## Work to complete
Look through the data below for the line with "index pip: (426, 329)" and the line with "index dip: (546, 321)", then output those two and all lines in between, exactly as written.

|---|

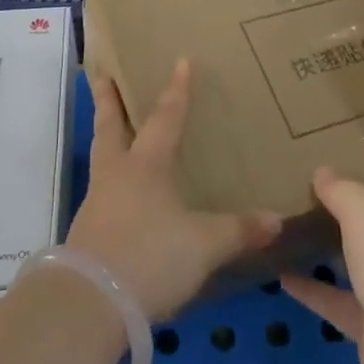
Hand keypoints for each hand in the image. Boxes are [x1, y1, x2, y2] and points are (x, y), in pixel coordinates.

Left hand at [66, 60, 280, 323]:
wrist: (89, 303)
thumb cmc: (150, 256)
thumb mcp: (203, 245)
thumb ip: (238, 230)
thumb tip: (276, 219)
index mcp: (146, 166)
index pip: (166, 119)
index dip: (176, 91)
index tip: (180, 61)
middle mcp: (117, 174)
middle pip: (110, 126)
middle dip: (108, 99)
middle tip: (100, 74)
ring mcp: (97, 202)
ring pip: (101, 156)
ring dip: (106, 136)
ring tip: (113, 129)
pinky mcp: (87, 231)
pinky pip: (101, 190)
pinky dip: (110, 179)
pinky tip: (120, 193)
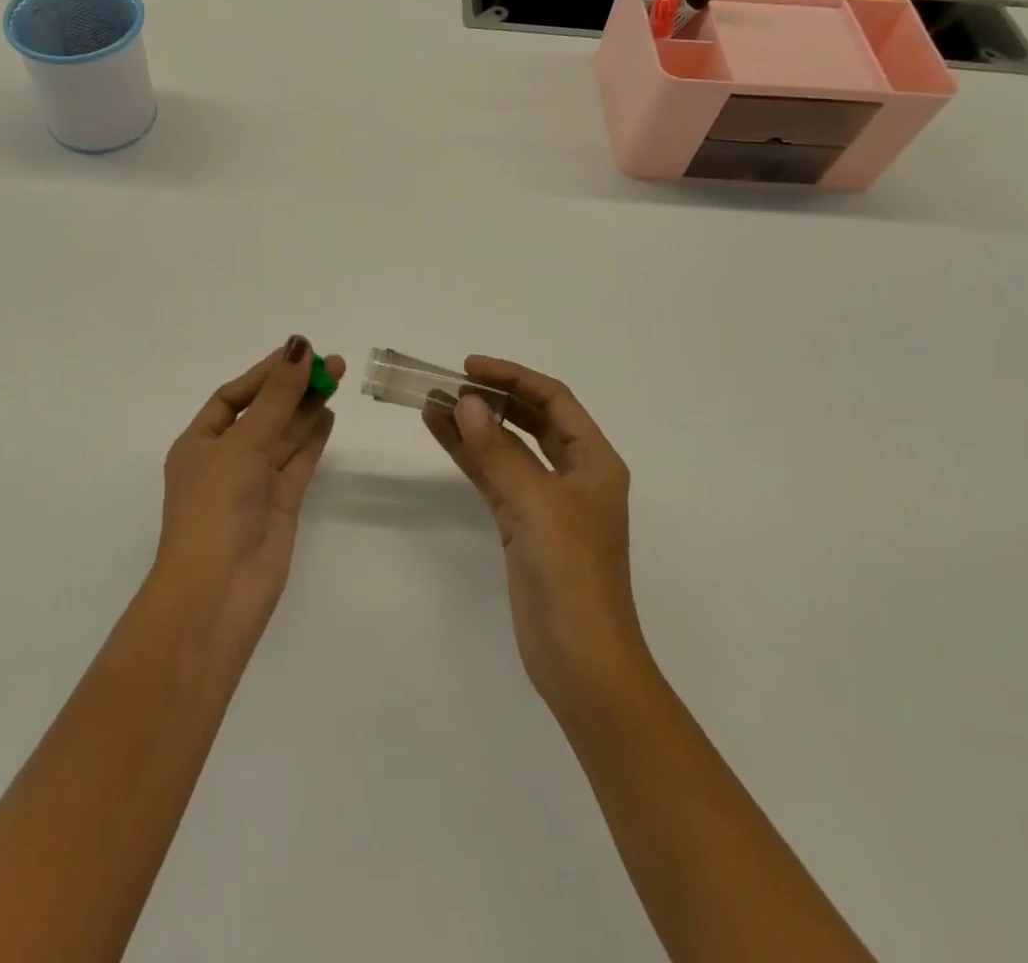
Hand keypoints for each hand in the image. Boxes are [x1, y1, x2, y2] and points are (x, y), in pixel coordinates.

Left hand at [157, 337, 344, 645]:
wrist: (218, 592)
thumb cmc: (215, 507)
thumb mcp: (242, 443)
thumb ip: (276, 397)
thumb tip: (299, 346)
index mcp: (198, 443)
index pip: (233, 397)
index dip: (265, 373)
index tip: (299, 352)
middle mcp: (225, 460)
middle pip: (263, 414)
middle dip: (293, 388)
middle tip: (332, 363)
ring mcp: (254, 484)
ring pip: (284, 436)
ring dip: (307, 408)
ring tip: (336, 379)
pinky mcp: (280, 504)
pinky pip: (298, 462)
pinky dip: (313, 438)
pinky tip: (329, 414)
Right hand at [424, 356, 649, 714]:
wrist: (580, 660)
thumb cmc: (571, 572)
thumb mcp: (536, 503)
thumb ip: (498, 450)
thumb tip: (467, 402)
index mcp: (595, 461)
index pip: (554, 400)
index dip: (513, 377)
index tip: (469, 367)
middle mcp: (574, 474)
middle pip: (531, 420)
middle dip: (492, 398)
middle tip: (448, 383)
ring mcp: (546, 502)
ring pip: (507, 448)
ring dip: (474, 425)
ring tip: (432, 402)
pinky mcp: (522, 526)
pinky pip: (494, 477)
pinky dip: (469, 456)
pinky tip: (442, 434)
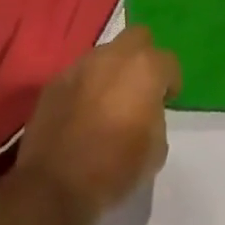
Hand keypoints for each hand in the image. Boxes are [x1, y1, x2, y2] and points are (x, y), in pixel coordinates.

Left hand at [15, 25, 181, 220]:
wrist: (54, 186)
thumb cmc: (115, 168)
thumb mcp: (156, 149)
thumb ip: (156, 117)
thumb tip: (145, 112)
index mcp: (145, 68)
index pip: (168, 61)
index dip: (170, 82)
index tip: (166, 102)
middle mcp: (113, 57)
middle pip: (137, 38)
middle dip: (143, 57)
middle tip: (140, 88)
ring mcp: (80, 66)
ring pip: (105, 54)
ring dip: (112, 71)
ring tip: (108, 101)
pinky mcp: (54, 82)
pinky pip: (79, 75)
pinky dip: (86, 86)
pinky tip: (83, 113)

|---|

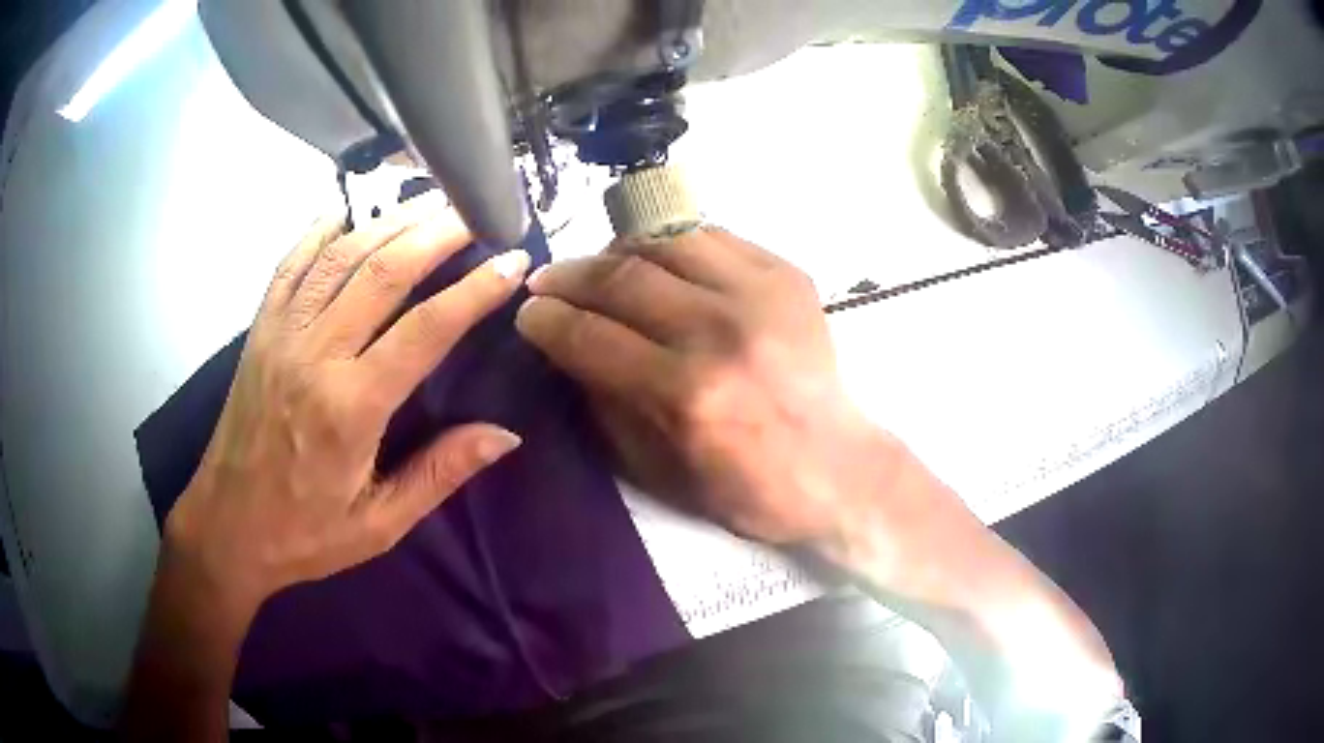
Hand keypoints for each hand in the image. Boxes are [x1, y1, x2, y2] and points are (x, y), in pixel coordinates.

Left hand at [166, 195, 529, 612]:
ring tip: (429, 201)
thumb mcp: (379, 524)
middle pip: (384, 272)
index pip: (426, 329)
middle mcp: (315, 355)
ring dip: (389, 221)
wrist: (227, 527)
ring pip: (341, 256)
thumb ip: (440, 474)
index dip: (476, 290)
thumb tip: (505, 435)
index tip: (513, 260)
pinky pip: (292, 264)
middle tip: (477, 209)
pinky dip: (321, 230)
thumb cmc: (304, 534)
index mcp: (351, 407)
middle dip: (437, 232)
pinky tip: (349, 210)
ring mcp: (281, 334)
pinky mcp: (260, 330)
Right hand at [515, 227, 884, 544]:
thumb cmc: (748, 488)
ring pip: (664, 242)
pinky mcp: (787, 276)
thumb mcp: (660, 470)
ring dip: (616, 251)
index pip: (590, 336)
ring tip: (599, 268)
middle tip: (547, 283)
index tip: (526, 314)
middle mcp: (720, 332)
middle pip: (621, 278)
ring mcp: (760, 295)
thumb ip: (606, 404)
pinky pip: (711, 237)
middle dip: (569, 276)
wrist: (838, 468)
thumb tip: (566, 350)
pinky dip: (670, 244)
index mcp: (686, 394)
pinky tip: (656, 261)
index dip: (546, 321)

|---|

## Answer space
index pip: (426, 329)
middle mcp: (315, 355)
ring dip: (389, 221)
wrist: (227, 527)
ring pip: (341, 256)
thumb ip: (440, 474)
index dip: (476, 290)
thumb tip: (505, 435)
index tip: (513, 260)
pinky pip: (292, 264)
middle tip: (477, 209)
pinky dip: (321, 230)
thumb cmc: (304, 534)
index mcp: (351, 407)
middle dip: (437, 232)
pinky tip: (349, 210)
ring mcp: (281, 334)
pinky mcp: (260, 330)
Right hand at [515, 227, 884, 544]:
thumb cmc: (748, 488)
ring pip: (664, 242)
pinky mcp: (787, 276)
thumb mcp: (660, 470)
ring dip: (616, 251)
index pip: (590, 336)
ring tip: (599, 268)
middle tip: (547, 283)
index tip: (526, 314)
middle mcp: (720, 332)
middle pip: (621, 278)
ring mcp: (760, 295)
thumb ip: (606, 404)
pinky pip: (711, 237)
middle dip: (569, 276)
wrist: (838, 468)
thumb tip: (566, 350)
pinky dip: (670, 244)
index mcp: (686, 394)
pinky tip: (656, 261)
index dip: (546, 321)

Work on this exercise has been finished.